At Bonhams the record is held by a terrestrial globe, made by John and
William Cary, well known 18th-century globe makers. Worth some £4000,
according to the sale catalogue, the globe sold last June for £13
800. This sort of price hike is not uncommon in auction rooms. It was the
result of competitive bidding between two serious bidders – the winner
already owned a celestial globe matching the terrestrial one on sale. A
similarly fierce battle resulted in a closing bid of £7.7 million
for an early 19th-century German calculator auctioned at Christie’s in May.
Its estimated value in the catalogue was just £20 000.

What price the world?

These examples illustrate how difficult it can be to predict what price
a lot will realise. The skill of an auction house specialist is to maximise
the selling price by creating interest among potential buyers. Sometimes
this means selling an object abroad or through a different department. In
1992, for example, two Murad III globes made during the Renaissance for
a Turkish sultan, were sold for £1 023 000 in a Turkish sale at
Chris-tie’s.
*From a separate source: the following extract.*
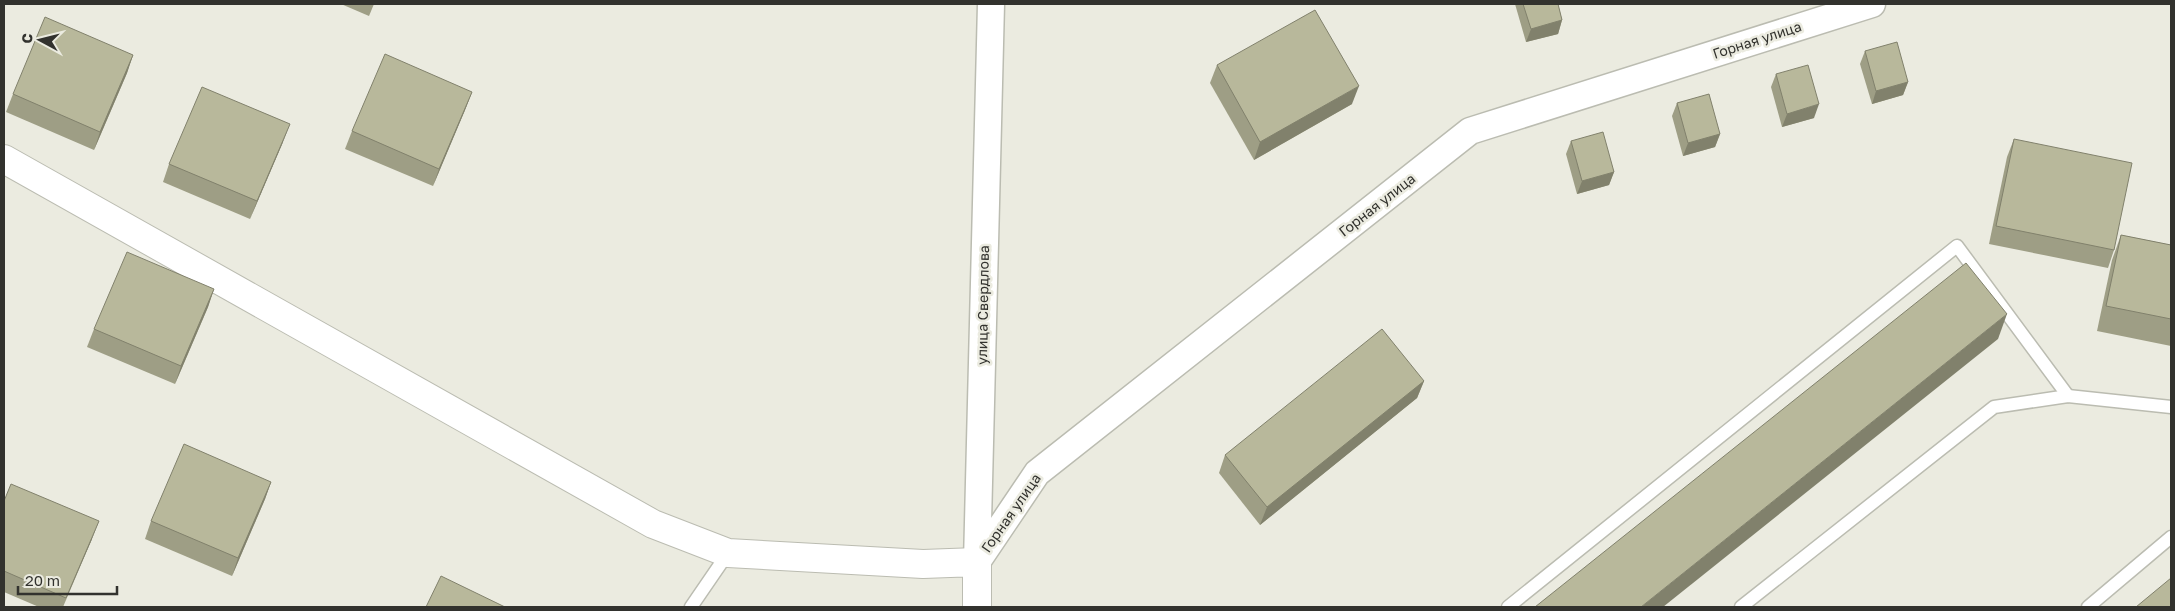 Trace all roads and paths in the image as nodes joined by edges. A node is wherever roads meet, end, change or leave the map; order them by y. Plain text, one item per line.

It is unlikely that this price would have been realised in
a scientific sale.

Such prices are major league but, as Glastris points out, you needn’t
be a professional dealer or have pots of money to get involved in the scientific
instruments market. ‘Many of our finest pieces have been found in the proverbial
little old lady’s attic,’ says Glastris, recounting a recent example where
a rare microscope was found in a house in North Wales by a colleague visiting
an elderly woman to evaluate her paintings. ‘My best pieces,’ he adds, ‘have
come in over the counter or through a photo in a letter saying ‘Is this
worth anything?’ ‘

Likewise, scientific instrument auctions are attended by a mixture of
people from dealers and museum representatives to private collectors and
enthusiasts. ‘It can be an addiction,’ says one collector of early measuring
instruments, who bought his first piece 25 years ago. Alexander Crum Ewing,
head of the collectors department at Bonhams, describes the collectors as
‘all very nice’ but also distinctly ‘odd’. If this doesn’t put you off,
Glastris recommends new collectors to start with the secondary sales rather
than the fine instrument ones. There buyers can get a taste for what is
on offer without breaking the bank.

Few items are more recent than the turn of the century. The only encroachment
of modernity into the auction rooms are the video screens, telephones and
faxes connecting distant bidders with the sale. But if you are attending
your first sale and want to retain your credibility – and your money –
take heed of a passing auctioneer’s comment: ‘You can always tell the newcomers.
They’re the ones waving their arms at the video screen.’

Jane Seymour is a freelance journalist.